# Best way to download Private Messages?



## Laverne (Feb 17, 2005)

I just wondered what's the best format to use to download private messages so that they look the most like they do here (complete w/ Smilies  )? I know most of you guys probably just put things in the Trash Bin, but I'm somewhat of a virtual pack-rat. 

Please share your experiences. Thanks! :grin:


----------



## Laverne (Feb 17, 2005)

Dang! No one?? Chris said he thought this had never been discussed before and told me to post it out here in hopes of getting some good answers....


----------



## Mark Lamutt (Mar 24, 2002)

I've only done it once, and that was as a text file. It's not formatted very well, and the smilies don't come across, though.


----------



## Laverne (Feb 17, 2005)

Test.
 
 
:nono2:

:lol:

---------------------------------------------------------
[This is a copy of my "Test" PM as it appears in my Private Messages, complete w/ title. This will be referenced in the next post (which should be by me  ]


----------



## Laverne (Feb 17, 2005)

OK, I've done a little testing and also tried to find the answer on the vBulletin website (no luck), and the short answer to my question is NO. 

There is no way to make the downloaded Smilies look the same as they appear here, using one of the available download methods and opening up in the "standard" programs: Excel (*.csv), IE (*.xml), or Notepad (*.txt). They look like they do in the box where I'm typing this now. I didn't check, but I would assume by that same token all the other coding would show up in the same manner. (I. E., if you had a bunch of text that was formatted w/ Quotes, Italics, Color, etc., it might be quite hard to read.) Plus, the more complicated Smilies would get hard to remember, as far as what the coding means.

I have included a copy of my "Test" PM downloads in the form of a Word document, showing how the 3 different file formats look. Of course you can download all the PM's at once, but I only downloaded one PM, so I'm not sure what it would look like if you downloaded quite a few at a time.

NOTE: As much of a page as desired can be copied and pasted into an e-mail, and the Smilies will show up, just like copying from any other website, but I'm not sure how much of the formatting would remain available. If you send it to yourself, everything still shows up fine.


I realize most of you will find this completely useless  :sure: , but at least now the info is here in case anyone should happen to need it in the future. :contract: :lol:


----------



## Nick (Apr 23, 2002)

I shredder to think that some or our most personal and heart-pounding private massages would one day become published in a hot buttered exposé about our secret life on the on the Internet. 

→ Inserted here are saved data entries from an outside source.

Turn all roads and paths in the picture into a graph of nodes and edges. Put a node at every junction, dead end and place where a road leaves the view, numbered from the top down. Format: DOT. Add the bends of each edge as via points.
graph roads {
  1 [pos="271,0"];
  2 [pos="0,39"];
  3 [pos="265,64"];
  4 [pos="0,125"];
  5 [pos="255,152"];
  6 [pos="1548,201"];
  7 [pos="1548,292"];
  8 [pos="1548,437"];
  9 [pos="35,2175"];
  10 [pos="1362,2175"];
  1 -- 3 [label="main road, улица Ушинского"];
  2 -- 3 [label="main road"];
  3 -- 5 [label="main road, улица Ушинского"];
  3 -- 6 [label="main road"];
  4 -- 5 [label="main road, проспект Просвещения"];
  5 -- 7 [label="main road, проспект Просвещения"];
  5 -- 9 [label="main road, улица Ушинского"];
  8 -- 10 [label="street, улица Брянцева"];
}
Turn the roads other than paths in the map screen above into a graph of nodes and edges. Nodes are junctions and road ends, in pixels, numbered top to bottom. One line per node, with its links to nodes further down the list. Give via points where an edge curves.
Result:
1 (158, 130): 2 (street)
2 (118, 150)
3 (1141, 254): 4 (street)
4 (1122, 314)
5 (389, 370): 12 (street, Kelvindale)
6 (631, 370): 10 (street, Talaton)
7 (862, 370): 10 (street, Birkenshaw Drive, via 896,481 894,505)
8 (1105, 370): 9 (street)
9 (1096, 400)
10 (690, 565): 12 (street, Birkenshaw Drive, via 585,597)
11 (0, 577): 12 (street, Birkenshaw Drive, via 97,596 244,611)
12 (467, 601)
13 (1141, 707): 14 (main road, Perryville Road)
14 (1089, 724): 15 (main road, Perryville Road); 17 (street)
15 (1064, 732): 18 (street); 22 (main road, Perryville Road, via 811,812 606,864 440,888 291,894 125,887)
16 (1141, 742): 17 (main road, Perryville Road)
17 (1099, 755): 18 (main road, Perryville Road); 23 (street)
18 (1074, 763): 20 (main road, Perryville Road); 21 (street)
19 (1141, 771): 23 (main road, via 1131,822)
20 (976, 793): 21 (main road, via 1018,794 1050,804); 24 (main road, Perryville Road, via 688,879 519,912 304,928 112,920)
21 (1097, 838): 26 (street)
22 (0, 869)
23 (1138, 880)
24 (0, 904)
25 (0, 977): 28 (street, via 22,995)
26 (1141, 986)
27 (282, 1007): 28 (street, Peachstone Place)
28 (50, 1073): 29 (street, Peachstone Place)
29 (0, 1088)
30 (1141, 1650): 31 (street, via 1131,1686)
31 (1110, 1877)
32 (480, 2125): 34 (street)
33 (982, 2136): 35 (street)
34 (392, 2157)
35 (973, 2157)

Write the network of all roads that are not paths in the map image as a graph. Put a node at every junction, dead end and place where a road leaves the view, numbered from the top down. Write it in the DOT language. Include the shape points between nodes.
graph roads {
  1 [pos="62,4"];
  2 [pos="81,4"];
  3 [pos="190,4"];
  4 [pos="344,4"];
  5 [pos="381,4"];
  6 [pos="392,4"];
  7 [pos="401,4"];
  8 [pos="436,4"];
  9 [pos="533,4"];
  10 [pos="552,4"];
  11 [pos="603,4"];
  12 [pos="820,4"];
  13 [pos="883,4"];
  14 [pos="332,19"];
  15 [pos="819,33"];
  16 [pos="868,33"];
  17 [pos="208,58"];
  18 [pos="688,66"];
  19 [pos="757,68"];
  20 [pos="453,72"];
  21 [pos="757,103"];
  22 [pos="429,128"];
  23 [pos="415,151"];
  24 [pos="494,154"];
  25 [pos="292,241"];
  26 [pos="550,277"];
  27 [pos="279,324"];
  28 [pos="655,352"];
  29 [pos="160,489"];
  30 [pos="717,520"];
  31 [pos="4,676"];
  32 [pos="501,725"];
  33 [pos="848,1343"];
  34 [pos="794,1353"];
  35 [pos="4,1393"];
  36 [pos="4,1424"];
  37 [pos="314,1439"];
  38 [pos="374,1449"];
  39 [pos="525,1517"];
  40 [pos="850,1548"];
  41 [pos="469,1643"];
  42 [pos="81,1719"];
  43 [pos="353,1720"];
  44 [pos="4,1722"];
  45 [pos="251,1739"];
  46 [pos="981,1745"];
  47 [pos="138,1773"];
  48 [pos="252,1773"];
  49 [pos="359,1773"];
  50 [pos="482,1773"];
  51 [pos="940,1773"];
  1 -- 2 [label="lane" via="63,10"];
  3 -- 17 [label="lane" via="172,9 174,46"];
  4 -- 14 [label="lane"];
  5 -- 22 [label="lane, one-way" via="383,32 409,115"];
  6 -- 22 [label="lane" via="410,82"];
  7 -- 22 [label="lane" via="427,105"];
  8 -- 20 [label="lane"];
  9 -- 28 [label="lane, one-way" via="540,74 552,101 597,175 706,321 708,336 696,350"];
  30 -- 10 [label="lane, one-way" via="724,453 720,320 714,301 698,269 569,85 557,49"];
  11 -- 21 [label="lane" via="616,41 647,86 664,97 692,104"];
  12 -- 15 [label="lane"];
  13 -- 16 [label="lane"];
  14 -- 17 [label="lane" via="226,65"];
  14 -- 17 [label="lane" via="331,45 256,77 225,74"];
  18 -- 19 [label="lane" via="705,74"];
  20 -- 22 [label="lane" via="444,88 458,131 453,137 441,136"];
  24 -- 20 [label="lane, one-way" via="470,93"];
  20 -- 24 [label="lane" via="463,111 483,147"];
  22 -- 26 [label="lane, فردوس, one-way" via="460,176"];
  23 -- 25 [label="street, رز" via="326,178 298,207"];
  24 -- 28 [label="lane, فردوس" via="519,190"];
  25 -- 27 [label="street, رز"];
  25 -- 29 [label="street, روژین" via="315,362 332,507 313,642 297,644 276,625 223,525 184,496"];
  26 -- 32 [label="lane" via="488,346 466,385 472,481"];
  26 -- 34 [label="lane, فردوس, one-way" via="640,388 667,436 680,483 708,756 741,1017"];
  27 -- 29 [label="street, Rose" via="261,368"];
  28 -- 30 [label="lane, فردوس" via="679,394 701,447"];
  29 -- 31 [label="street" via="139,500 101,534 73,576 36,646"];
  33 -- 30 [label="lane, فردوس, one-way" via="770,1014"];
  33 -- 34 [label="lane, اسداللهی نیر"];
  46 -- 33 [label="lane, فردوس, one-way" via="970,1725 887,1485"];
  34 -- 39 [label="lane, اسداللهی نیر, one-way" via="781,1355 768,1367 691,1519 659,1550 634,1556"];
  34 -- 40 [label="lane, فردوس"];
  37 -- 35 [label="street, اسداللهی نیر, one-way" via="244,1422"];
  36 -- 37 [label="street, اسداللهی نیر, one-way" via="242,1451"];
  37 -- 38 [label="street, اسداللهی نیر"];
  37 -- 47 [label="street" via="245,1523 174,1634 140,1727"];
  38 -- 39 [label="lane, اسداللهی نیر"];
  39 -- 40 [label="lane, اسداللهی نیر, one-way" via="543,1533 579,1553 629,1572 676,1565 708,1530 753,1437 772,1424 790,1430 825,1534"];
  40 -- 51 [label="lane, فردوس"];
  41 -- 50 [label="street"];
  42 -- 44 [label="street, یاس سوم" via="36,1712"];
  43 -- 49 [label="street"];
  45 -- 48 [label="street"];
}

You can just do screen-prints and save them as files, print them out, 3-punch and archive in 3-ring binders.

You're welcome. :grin:


----------



## VOOMER (Sep 28, 2004)

Go here :http://www.gadwin.com/ and get this : Gadwin print screen 2.6

you can adjust it to capture different sizes and whole pages ,and also set it to send your (screen captures to any folder etc.)
You will not get any effects such as winks or other movements but will capture what you see on the page.


----------



## Nick (Apr 23, 2002)

...or, you could just press [prt-scr].


----------



## Laverne (Feb 17, 2005)

Nick said:


> I shredder to think that some or our most personal and heart-pounding private massages would one day become published in a hot buttered exposé about our secret life on the on the Internet.
> 
> You can just do screen-prints and save them as files, print them out, 3-punch and archive in 3-ring binders.
> 
> You're welcome. :grin:


Was that a Freudian slip; you want me to delete yours? Don't worry, your top-secrets are safe with me. :sure:

If I print them out, then the smilies won't move on the page!  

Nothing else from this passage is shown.